Choosing the right database in the system design interviews is one of the most important decisions. The database selection impacts the design correctness and scalability of the system. There are many factors which might impact the decisions, but the most important ones are:

  • Structure of the Data:
    • Different databases support data models such as relational, document, key-value, graph, etc.
    • The choice of database depends on which data model best fits the structure of your data. For example, a traditional relational database like MySQL or PostgreSQL might be appropriate if the data is highly structured and relational.
    • A NoSQL database like Cassandra or MongoDB might be more suitable if the data is semi-structured or unstructured.
  • Query Pattern:
    • Understanding the types of queries and operations performed on the data helps select a database that can efficiently handle those operations.
    • Are they read-heavy or write-heavy? Do they involve complex joins, aggregations, or full-text searches? 
    • Some databases are optimized for complex analytical queries (OLAP), while others excel at fast transactional queries (OLTP).
    • Some databases are optimized for specific use cases, such as time-series data, geospatial data, or graph data.
  • Data Integrity and Consistency:
    • The database's support for enforcing data integrity constraints, such as unique keys, foreign key constraints, and transactions, is critical to maintaining data consistency.
    • Relational databases typically excel in this area, whereas some NoSQL databases may sacrifice strict consistency for performance or scalability
  • Data Volume and Scalability:
    • The volume of data that needs to be stored and managed can also influence the database selection.

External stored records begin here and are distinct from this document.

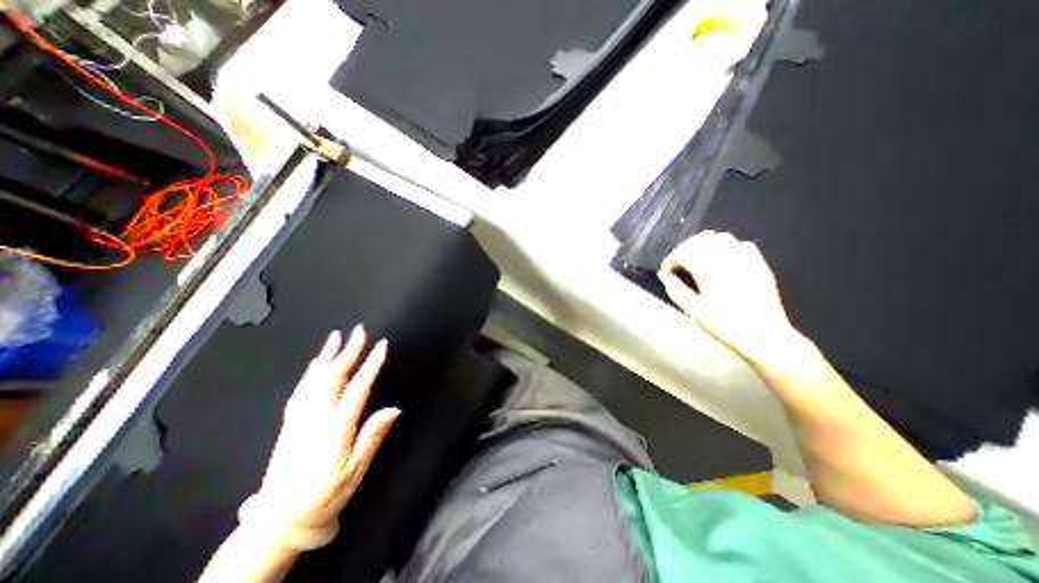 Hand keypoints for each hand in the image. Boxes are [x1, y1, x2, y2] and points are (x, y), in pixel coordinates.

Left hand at [248, 325, 397, 529]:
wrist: (278, 522)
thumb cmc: (325, 496)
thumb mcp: (356, 470)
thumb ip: (373, 436)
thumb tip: (394, 408)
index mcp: (336, 427)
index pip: (357, 387)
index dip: (371, 364)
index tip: (382, 346)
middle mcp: (316, 417)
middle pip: (334, 376)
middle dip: (349, 351)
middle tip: (359, 331)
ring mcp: (299, 419)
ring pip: (314, 379)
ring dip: (327, 355)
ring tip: (336, 336)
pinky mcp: (289, 424)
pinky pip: (300, 391)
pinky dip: (309, 373)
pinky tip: (316, 363)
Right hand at [657, 230, 801, 366]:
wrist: (764, 337)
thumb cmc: (725, 326)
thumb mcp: (694, 311)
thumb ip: (676, 290)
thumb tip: (664, 276)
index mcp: (710, 272)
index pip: (685, 252)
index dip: (671, 259)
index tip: (666, 271)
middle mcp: (728, 261)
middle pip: (702, 239)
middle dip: (686, 248)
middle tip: (679, 264)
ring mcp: (747, 261)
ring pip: (722, 238)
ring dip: (706, 245)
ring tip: (699, 261)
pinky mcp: (760, 266)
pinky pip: (743, 245)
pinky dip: (729, 249)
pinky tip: (724, 263) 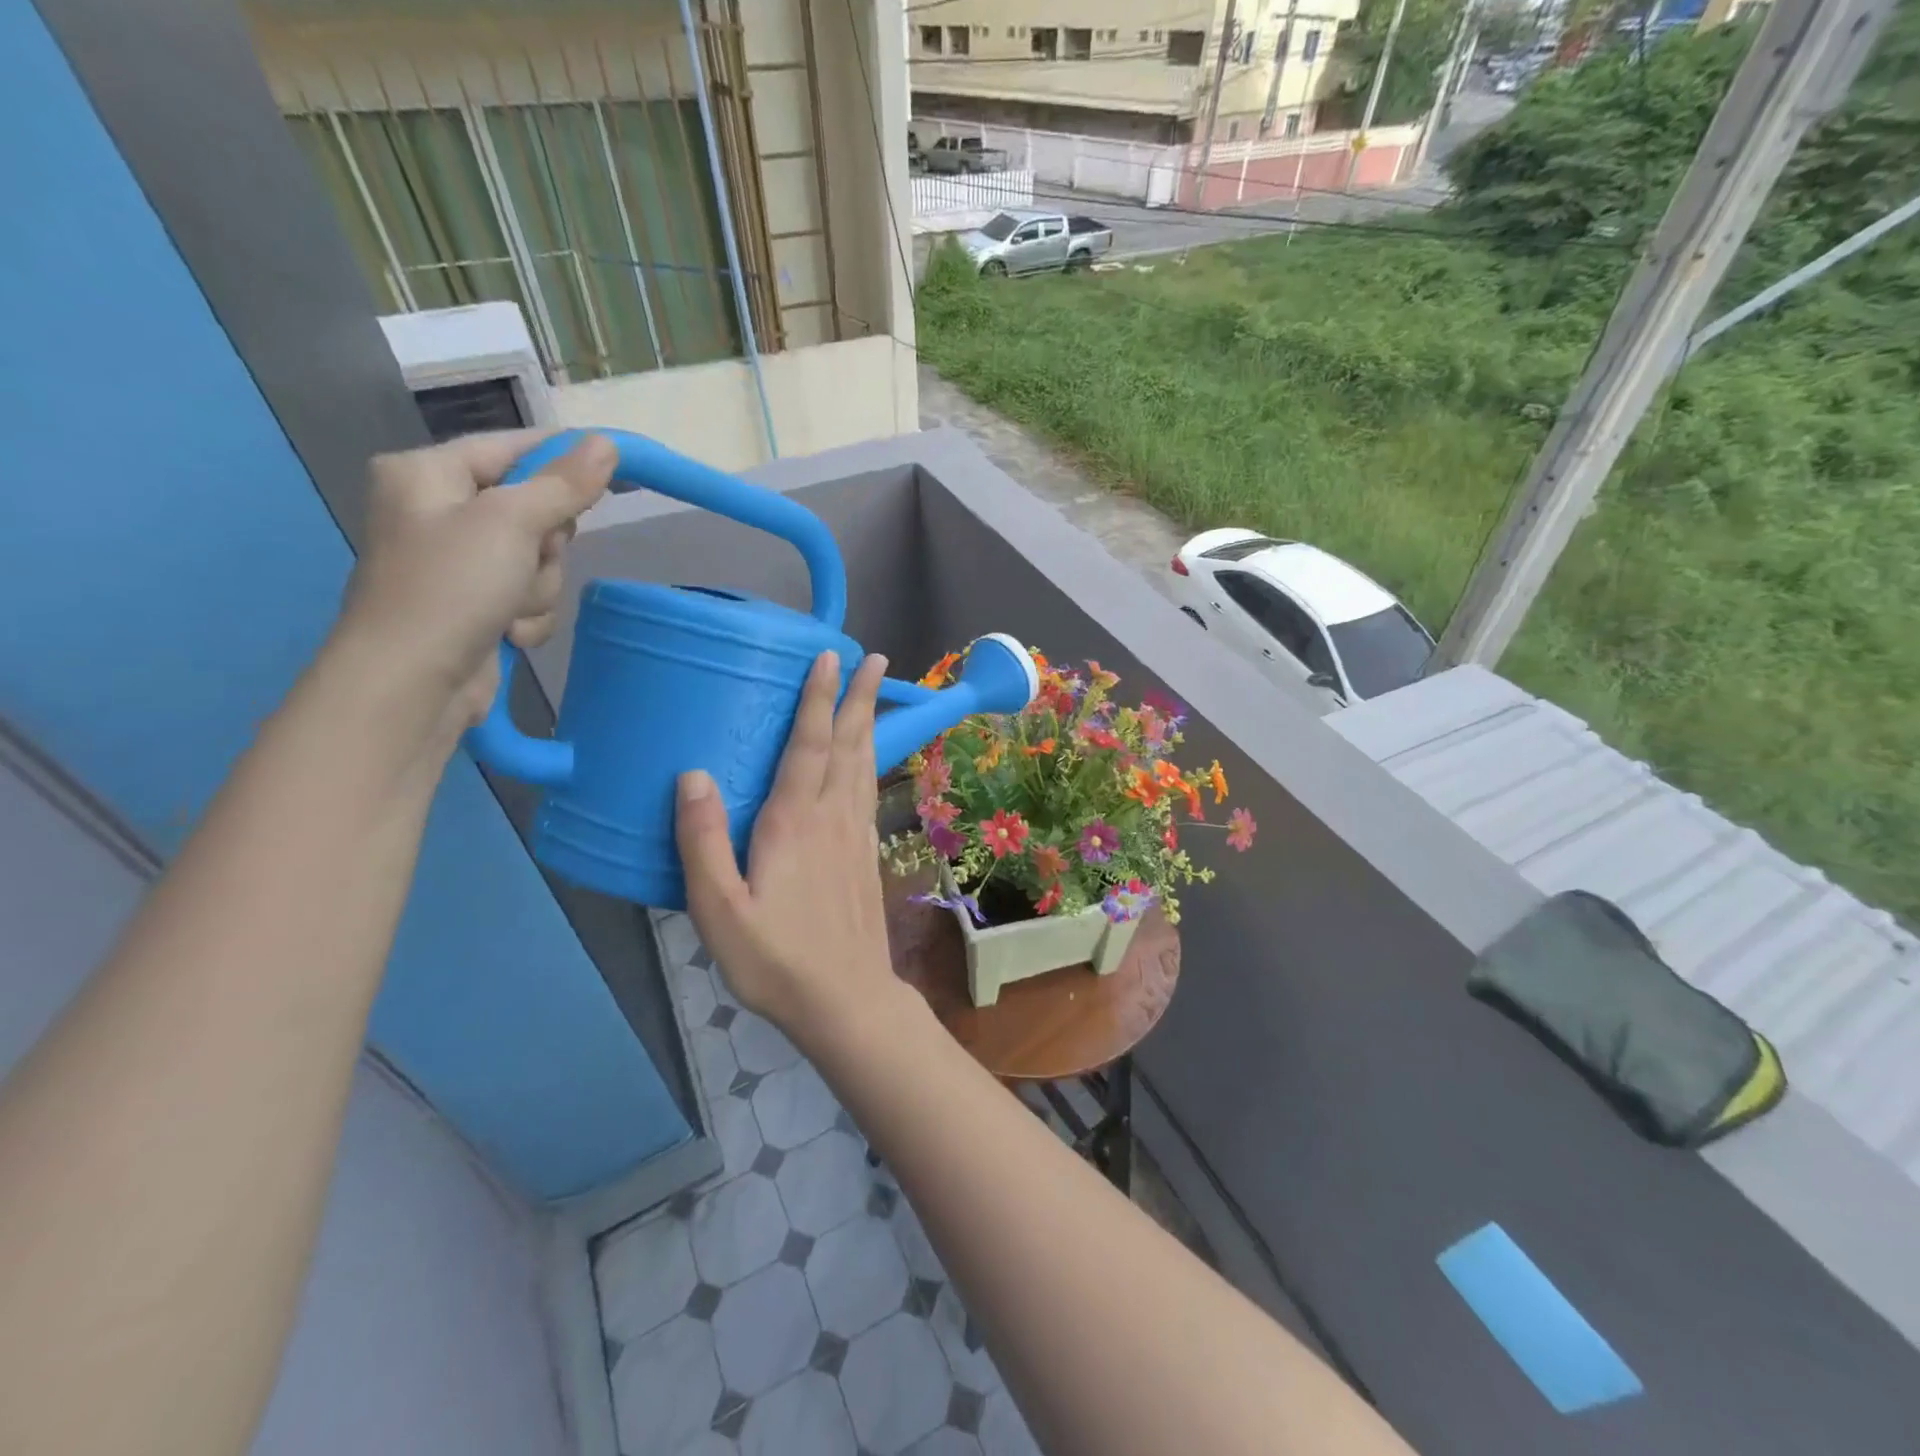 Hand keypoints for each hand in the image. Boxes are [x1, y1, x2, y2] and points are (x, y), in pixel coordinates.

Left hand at [333, 431, 614, 742]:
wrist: (413, 683)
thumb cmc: (451, 587)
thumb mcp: (512, 524)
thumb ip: (563, 484)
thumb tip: (606, 444)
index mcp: (429, 473)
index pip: (514, 447)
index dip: (565, 457)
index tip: (615, 466)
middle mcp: (439, 510)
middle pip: (535, 509)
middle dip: (545, 545)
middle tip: (531, 557)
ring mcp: (459, 562)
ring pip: (539, 559)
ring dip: (539, 587)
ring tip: (510, 608)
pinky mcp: (475, 603)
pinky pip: (528, 594)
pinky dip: (528, 615)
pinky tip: (508, 633)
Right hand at [675, 651, 908, 1047]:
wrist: (846, 1000)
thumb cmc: (776, 960)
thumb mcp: (719, 910)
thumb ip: (701, 843)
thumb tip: (692, 775)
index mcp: (795, 822)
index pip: (809, 745)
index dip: (818, 698)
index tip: (830, 657)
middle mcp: (833, 818)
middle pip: (848, 744)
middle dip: (859, 697)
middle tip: (875, 658)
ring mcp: (856, 836)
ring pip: (864, 765)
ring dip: (868, 724)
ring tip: (875, 693)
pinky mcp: (866, 856)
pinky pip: (869, 792)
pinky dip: (869, 763)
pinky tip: (867, 763) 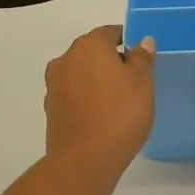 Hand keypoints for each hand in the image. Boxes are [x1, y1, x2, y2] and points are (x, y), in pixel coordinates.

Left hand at [43, 25, 156, 178]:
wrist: (83, 161)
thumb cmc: (119, 114)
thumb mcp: (142, 82)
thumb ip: (142, 58)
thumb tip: (141, 41)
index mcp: (89, 45)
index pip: (110, 33)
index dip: (128, 42)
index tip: (142, 61)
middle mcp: (66, 58)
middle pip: (93, 52)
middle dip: (111, 61)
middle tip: (134, 82)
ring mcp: (54, 84)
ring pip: (81, 73)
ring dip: (97, 80)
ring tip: (118, 102)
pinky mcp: (51, 109)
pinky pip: (73, 94)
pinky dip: (86, 98)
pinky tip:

However, unlike popular opinion, the volume of data is not a big factor in selecting a relational or no-SQL database.
    • One common misconception is that a traditional RDBMS might only be sufficient for small to moderate-sized datasets. For large-scale data sets that require horizontal scalability, distributed databases like Apache Cassandra or Amazon DynamoDB might be necessary. This is not always true.
    • Scaling is not an issue with modern relational distributed Databases like Google Spanner, Amazon RDS, and Cockroach DB. They scale seamlessly. However, they are relational databases so built-in ACID support is there, which might impact the latency. One needs to consider other factors mentioned above to make a final decision.
Let's discuss some of the most common use cases for databases:

  • Time-Series Database:

    • Time series databases (TSDBs) are optimized for storing, querying, and analyzing time-stamped data points. They are commonly used in various industries and applications where data is collected over time and needs to be efficiently managed and analyzed. 
    • Some common TSDBs are InfluxDB and Amazon Timestream. Bigtable and MongoDB also work well for time-series data. 
    • Some common use cases are:
      • Monitoring and Observability:
        • TSDBs are widely used for monitoring and observability applications, such as monitoring infrastructure performance (e.g., CPU usage, memory utilization, network traffic), network devices, servers, and application metrics (e.g., response times, error rates).
        • They store metrics and telemetry data collected from sensors, devices, and software systems in real-time.
        • Prominent tools like Prometheus, Grafana, and InfluxDB widely use TSDBs.
      • Financial Services:
        • Financial services use Time series databases to track and analyze stock market data, cryptocurrency prices, trading volumes, and other financial metrics.
        • These databases help in historical analysis, real-time monitoring of market trends, algorithmic trading, risk management, and compliance reporting.
      • Log Management and Analytics:
        • TSDBs are used for storing and analyzing log data generated by applications, servers, network devices, and security systems.
        • They enable centralized log management, log aggregation, real-time log analysis, anomaly detection, and forensic investigations, helping organizations gain insights into system behavior and security incidents.

  • Data warehouses:

    • Data warehouses are used for analytics on the whole company from different sources. E.g Data warehouses are responsible for doing analytics like the number of orders, geography-wide orders, most popular items for each geography, etc.
    • Data warehouses are specialized databases designed for storing, analyzing, and reporting large volumes of structured and unstructured data from multiple sources.
    • Here a lot of data from all services are dumped and can be used to generate reports on top of that data. These data from different sources are collected in the Data Warehouse using ETL(Extract, Transform, Load) jobs.
    • Some of the popular Data warehouses are BigQuery, Amazon Redshift, etc.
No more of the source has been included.